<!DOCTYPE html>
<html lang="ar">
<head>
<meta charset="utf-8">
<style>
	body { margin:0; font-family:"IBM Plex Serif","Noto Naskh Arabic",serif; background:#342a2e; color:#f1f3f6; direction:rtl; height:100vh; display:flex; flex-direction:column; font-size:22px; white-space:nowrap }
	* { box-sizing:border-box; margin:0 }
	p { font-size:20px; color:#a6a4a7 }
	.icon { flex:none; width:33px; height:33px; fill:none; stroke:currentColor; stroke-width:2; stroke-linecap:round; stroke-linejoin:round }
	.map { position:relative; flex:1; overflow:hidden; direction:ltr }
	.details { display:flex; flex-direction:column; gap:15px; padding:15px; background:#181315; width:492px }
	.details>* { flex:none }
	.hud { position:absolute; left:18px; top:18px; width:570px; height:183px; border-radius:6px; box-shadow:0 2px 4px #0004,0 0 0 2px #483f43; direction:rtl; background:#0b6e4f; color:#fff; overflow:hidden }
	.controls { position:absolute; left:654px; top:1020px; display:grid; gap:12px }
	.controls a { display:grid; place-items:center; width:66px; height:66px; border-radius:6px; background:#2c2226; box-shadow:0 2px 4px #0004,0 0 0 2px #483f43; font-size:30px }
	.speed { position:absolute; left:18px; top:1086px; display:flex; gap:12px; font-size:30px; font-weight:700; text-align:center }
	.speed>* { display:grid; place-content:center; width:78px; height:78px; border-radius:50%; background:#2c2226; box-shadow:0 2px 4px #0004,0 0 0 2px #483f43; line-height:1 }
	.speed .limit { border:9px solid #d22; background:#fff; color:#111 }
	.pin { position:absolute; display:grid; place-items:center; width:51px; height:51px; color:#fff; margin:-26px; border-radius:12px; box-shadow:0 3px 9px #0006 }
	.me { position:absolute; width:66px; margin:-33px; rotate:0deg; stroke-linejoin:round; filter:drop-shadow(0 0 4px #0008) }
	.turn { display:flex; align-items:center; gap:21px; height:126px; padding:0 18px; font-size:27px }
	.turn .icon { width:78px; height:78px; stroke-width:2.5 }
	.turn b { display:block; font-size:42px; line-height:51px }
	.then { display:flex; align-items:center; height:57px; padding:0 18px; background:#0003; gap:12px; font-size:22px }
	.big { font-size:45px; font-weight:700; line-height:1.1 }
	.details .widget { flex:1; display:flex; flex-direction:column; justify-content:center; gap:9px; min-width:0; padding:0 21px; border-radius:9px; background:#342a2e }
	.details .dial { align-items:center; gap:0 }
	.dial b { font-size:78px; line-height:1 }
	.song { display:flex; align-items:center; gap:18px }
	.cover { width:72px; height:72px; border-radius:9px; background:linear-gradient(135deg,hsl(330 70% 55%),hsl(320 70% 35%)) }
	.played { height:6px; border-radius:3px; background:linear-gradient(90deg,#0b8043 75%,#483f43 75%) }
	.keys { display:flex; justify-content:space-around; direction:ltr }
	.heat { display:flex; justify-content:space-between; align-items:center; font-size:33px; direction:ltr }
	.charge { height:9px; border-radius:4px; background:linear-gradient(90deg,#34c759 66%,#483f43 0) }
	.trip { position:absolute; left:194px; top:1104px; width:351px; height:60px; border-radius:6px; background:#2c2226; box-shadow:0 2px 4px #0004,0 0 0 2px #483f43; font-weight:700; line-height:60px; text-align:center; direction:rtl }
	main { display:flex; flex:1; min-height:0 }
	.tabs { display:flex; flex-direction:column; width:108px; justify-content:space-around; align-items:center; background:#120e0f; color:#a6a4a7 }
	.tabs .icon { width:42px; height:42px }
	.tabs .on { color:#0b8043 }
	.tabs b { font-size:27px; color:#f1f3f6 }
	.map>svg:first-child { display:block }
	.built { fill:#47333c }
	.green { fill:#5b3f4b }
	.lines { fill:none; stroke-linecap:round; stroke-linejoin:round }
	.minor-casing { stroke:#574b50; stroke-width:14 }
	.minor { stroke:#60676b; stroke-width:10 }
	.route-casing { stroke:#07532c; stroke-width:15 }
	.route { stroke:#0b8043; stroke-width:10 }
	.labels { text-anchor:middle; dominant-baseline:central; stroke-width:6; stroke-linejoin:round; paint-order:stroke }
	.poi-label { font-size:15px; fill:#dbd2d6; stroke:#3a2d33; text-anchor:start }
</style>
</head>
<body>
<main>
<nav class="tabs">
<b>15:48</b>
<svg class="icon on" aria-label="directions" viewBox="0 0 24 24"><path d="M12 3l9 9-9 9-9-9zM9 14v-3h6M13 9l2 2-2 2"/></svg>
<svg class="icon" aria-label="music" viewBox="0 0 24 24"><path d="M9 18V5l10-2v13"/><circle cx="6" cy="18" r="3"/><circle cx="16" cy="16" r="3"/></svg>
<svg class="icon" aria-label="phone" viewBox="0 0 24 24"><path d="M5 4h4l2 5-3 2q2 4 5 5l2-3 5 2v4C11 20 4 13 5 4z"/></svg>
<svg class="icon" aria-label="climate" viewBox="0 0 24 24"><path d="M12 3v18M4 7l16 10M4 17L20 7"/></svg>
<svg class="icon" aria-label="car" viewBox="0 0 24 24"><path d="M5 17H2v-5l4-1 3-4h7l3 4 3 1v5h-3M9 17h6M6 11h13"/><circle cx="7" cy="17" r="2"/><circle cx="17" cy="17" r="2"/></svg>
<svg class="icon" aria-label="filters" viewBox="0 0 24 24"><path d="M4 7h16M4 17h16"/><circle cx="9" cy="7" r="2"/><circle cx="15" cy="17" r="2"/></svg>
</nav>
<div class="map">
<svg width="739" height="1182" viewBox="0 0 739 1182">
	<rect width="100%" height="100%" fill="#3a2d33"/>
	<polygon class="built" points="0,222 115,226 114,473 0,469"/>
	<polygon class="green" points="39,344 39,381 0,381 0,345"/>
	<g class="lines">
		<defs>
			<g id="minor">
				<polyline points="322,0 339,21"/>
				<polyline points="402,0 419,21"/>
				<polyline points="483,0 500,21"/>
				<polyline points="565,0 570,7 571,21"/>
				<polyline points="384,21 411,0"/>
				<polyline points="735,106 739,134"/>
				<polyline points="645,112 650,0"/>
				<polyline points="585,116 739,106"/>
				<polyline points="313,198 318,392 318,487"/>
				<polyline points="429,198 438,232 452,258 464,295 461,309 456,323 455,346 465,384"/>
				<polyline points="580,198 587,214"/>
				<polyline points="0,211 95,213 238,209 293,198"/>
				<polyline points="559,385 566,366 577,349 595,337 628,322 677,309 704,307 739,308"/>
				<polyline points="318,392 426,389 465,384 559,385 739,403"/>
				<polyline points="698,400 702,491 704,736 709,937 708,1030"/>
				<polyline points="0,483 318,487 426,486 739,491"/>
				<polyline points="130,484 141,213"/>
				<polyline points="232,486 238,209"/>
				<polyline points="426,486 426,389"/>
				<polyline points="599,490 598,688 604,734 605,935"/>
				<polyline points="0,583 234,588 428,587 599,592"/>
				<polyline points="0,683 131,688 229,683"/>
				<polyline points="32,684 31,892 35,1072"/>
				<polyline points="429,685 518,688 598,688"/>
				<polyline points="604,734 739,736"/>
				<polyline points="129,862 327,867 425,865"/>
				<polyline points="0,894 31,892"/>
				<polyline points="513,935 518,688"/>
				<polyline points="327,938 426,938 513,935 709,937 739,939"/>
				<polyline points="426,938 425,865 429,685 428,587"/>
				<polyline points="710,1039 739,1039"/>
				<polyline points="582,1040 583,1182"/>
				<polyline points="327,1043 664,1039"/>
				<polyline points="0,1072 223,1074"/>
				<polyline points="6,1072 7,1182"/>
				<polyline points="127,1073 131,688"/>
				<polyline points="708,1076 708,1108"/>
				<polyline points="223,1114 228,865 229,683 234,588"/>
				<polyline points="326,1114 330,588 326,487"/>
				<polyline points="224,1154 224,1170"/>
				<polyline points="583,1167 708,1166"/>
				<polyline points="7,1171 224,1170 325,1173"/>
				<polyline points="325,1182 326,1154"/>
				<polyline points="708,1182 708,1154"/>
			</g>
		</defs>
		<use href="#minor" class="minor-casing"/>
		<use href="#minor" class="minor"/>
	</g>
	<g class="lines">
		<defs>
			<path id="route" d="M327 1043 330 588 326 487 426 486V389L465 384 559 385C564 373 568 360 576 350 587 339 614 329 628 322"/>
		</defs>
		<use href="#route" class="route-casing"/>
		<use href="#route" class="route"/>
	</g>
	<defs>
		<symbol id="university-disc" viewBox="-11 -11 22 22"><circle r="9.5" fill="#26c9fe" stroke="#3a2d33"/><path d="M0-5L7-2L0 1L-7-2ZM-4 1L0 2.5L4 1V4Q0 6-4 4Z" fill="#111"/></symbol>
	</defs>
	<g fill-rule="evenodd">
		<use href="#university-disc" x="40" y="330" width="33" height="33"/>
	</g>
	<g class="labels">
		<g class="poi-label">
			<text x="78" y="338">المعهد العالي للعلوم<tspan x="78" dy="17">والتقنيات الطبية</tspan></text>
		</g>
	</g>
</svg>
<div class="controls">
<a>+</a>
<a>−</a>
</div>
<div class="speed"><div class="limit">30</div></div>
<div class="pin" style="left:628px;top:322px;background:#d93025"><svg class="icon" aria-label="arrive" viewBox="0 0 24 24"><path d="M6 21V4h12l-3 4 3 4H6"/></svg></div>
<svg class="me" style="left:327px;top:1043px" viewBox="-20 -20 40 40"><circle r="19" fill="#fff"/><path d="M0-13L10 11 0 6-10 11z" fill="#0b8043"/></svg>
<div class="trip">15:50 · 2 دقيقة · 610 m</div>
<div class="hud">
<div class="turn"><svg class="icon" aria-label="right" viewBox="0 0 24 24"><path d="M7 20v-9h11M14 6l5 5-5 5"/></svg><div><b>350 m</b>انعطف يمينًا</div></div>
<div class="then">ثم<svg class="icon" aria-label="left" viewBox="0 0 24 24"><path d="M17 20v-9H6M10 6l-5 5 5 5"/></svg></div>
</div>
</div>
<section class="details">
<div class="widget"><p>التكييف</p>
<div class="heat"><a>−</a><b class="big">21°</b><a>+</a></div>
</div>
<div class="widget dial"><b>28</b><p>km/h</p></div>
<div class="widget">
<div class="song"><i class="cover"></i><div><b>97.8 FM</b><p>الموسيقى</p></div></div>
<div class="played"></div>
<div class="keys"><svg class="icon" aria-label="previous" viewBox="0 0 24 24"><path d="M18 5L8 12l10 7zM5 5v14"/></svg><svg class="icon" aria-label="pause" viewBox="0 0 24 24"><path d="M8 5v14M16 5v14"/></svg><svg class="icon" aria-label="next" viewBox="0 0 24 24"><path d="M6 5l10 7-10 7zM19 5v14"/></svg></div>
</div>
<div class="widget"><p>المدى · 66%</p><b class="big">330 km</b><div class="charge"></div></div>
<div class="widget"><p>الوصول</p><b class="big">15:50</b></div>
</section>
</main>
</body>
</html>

____________

TRY IT:
Within the entries, find all lines that contain "limit" and copy each one.

WRITTEN RESPONSE:
	.speed .limit { border:9px solid #d22; background:#fff; color:#111 }
<div class="speed"><div class="limit">30</div></div>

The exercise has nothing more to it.